Work request: How many lines of the entries below contain the string "kochasi"? State the number alone.

Dataset records:
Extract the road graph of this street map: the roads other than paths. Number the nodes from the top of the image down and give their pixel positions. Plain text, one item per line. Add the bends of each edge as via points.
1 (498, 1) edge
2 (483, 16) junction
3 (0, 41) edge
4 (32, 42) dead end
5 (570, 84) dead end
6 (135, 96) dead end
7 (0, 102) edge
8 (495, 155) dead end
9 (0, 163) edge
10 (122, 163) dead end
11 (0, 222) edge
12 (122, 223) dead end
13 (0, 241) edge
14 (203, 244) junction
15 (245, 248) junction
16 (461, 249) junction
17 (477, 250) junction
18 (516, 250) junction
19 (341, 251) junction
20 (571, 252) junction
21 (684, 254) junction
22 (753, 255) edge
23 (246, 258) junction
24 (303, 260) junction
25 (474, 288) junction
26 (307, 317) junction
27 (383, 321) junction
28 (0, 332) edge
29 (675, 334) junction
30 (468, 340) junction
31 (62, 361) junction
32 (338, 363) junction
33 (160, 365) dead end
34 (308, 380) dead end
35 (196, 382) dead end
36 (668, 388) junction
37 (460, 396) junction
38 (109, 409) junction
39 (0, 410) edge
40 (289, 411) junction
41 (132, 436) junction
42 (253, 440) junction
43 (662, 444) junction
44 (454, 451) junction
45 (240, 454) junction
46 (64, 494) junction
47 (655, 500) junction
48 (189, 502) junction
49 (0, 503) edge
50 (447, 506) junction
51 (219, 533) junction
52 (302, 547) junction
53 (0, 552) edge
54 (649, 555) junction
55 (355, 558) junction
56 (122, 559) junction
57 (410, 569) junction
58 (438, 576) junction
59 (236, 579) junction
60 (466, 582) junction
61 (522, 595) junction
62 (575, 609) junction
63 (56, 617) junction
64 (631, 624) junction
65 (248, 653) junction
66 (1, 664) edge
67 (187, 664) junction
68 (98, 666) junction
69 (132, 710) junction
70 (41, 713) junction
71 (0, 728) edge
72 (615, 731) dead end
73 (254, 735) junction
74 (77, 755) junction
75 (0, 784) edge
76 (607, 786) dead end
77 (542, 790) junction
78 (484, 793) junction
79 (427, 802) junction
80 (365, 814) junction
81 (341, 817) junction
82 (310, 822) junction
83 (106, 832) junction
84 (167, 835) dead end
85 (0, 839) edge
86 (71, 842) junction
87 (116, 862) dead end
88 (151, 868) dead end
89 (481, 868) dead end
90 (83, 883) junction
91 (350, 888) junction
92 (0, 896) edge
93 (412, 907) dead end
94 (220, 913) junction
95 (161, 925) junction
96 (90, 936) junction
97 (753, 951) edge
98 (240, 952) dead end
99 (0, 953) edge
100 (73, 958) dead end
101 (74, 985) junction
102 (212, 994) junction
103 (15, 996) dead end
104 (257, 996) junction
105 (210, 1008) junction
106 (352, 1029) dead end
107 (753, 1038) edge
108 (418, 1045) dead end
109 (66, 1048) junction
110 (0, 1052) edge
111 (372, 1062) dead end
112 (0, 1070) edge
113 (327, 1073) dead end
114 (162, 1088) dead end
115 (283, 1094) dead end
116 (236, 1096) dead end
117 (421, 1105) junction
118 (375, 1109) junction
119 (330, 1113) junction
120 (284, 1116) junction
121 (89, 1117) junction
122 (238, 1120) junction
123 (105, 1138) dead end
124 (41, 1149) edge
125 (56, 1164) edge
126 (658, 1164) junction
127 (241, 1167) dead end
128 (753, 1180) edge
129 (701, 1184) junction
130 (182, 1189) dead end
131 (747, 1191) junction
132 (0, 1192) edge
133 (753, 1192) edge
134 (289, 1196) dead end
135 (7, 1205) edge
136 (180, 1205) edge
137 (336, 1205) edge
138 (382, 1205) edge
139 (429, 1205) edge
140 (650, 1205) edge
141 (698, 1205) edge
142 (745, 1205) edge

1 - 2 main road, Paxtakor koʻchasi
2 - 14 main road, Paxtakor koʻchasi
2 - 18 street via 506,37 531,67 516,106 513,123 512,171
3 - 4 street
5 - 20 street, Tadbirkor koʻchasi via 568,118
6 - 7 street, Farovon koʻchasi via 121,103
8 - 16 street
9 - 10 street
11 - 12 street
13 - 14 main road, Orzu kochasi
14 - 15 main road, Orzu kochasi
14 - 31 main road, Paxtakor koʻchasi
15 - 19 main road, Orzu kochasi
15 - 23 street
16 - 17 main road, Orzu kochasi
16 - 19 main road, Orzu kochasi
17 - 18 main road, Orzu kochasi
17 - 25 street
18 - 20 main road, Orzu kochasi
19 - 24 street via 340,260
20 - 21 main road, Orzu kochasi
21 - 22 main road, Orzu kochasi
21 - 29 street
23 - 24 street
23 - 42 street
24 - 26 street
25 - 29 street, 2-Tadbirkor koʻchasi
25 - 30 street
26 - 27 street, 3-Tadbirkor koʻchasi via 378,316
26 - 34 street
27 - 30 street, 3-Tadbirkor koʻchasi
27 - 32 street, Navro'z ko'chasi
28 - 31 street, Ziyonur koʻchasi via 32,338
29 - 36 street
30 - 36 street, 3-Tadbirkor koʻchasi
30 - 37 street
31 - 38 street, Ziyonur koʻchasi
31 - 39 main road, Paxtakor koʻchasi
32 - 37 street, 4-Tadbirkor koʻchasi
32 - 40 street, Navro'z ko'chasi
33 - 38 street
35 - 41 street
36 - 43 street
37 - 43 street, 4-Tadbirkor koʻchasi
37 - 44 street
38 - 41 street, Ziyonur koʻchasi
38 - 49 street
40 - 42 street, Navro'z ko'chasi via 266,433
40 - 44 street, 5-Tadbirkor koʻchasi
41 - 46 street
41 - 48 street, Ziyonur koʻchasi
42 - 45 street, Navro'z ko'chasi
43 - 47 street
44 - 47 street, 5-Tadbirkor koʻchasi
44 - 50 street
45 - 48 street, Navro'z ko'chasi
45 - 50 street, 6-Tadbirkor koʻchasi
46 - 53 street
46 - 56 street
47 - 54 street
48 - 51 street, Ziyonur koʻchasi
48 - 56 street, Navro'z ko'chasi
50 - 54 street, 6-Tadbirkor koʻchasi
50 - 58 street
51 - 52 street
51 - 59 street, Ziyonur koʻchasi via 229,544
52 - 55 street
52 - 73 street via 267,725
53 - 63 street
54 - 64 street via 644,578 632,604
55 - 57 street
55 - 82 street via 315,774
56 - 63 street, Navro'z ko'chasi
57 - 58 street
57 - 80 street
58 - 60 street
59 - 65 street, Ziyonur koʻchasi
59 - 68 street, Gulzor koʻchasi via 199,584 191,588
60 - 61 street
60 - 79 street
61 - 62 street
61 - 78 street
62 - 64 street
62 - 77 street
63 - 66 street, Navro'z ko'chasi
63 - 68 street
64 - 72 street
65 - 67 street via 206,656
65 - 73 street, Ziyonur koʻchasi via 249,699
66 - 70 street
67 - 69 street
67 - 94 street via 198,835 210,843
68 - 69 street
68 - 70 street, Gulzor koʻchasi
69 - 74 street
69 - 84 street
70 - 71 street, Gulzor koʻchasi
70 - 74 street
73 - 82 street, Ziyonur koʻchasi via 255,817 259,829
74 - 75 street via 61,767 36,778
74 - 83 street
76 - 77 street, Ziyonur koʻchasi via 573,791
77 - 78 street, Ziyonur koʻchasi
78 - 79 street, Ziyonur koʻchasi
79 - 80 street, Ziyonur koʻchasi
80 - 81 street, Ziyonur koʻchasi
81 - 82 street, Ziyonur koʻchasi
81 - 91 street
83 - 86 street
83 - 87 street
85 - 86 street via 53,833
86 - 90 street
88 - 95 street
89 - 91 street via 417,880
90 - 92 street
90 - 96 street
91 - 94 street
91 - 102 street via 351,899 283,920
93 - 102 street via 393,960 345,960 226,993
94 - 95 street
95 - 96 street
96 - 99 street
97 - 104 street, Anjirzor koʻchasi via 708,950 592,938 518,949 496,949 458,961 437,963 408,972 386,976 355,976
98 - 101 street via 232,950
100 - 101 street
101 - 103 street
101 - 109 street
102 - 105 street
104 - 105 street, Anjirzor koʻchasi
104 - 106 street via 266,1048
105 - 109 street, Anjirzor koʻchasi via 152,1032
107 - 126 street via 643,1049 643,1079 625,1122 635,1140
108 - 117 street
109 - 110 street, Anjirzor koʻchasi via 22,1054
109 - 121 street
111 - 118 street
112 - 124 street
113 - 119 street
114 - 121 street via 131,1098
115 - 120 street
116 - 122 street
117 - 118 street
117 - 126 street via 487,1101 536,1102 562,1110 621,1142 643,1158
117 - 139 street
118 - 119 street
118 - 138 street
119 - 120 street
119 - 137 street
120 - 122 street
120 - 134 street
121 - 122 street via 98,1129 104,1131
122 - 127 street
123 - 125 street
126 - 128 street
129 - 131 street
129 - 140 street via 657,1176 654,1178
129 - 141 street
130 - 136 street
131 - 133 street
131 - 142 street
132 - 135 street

Task response: 9